引き続き、 ジェンドリン(Gendlin)のプロセスモデル(A Process Model)のイントロダクションだけは丁寧に読む。

第Ⅰ章は、次のように始まる。「ボディと環境はひとつである」と——この言明は、この本を通して漸進的に展開されていく。Ⅰ章が示すのは、或る体-環・相互作用body-en interactingsは、同一の出来事eventであること、すなわちボディと環境はひとつのプロセスであり、互いに暗に指し示し合っているということ。例えば、空気が-入って-来(環境)、肺が-拡張する(ボディ)ことは、起こることとしては同じことであり、ひとつの”-ing”であり、ひとつの活動activityである。
 第Ⅰ章は、ボディと環境を相互作用的に互いに暗に示し合うひとつとして展開していく。”ボディは環境である、そしてその環境においてボディ-プロセスはさらに進んでいく”(6)。ボディはさらに進んでいく、ちょうど進んできたような仕方で。
 暗なる示しは、「とにかくなんでもいい」わけではない。そうではなく、いつも「精確にこれ」(ボディの感じ)なのである。しかし暗なる示しは、まだ特定(specify)はされていない。pp.XⅰX-XX

 

ボディと環境はひとつ

これは非常に面白い。ここでは、肺と空気の出入りが話題になっているけれど、「部屋の掃除」もそうだろうか。

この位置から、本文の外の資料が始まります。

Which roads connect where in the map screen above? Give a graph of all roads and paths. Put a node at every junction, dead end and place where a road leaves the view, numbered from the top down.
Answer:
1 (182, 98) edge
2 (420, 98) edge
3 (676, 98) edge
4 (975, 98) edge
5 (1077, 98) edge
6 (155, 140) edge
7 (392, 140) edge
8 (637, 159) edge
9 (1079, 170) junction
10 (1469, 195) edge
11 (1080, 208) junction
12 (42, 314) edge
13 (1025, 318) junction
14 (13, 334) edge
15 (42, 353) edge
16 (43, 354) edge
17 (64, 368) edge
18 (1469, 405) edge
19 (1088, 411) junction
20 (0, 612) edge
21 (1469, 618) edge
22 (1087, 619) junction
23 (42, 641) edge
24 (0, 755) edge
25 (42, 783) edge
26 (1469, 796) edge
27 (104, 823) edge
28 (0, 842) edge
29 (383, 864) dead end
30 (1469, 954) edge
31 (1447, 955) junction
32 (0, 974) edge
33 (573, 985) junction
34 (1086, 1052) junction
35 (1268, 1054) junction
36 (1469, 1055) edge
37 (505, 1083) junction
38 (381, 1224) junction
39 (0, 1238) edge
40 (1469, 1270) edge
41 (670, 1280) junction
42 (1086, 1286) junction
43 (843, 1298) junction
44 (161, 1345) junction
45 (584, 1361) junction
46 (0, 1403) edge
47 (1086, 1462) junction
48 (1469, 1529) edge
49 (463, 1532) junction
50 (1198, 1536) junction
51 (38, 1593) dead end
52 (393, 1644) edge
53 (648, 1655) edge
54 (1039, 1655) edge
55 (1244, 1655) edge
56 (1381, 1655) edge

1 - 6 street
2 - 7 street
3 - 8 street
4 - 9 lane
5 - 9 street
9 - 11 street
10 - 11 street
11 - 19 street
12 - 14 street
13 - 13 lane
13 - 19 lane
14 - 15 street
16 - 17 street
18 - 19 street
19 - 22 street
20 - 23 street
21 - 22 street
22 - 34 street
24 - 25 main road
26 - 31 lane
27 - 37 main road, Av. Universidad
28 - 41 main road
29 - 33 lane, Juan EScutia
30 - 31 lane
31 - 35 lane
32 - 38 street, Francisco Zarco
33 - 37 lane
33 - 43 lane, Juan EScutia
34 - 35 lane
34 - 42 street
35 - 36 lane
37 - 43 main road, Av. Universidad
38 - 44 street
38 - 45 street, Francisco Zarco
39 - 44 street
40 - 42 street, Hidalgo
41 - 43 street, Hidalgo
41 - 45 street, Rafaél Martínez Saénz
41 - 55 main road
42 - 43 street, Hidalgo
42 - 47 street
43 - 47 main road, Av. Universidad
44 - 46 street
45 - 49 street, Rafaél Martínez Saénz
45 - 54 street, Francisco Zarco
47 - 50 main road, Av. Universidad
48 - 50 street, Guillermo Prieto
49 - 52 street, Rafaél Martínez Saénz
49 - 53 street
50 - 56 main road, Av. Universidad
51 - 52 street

部屋が-きれいになっていくことと(環境)、部屋の-掃除をすることと(ボディ)は、なるほど、同一事象であり、同一の進行過程("ing")であるだろう。

ボディの或る感じは、部屋のある部分のさらなる片づけを指し示し(imply)、部屋のある部分は、ボディにある仕方で片付けることを指し示す(imply)。トイレの汚れは、我々のボディに、そこを磨くことを指し示し、我々のボディの或る感じは、そこを磨くことを指し示す。そういうことなのだとしたら、「すなわちボディと環境はひとつのプロセスであり、互いに暗に指し示し合っているということ」という意味は理解できる。

そして、部屋の掃除の進展に伴い、ボディには「あそこがまだ気になる」とか「あぁ、これですっきりした!」という感じがもたらされたりするだろう。そして「これでよし!」という感じに至った時、部屋の掃除はやむであろう。「環境においてボディ-プロセスはさらに進んでいく」。

しかし、今一つつかめないのは、「ボディは環境である」と、ボディと環境を直にコプラ(繋辞)で結んでしまうこと。そこがしっくりこない。そこがよくわからない。

ボディと環境とが、「ひとつの”-ing”であり、ひとつの活動activityである」ということならわかるが。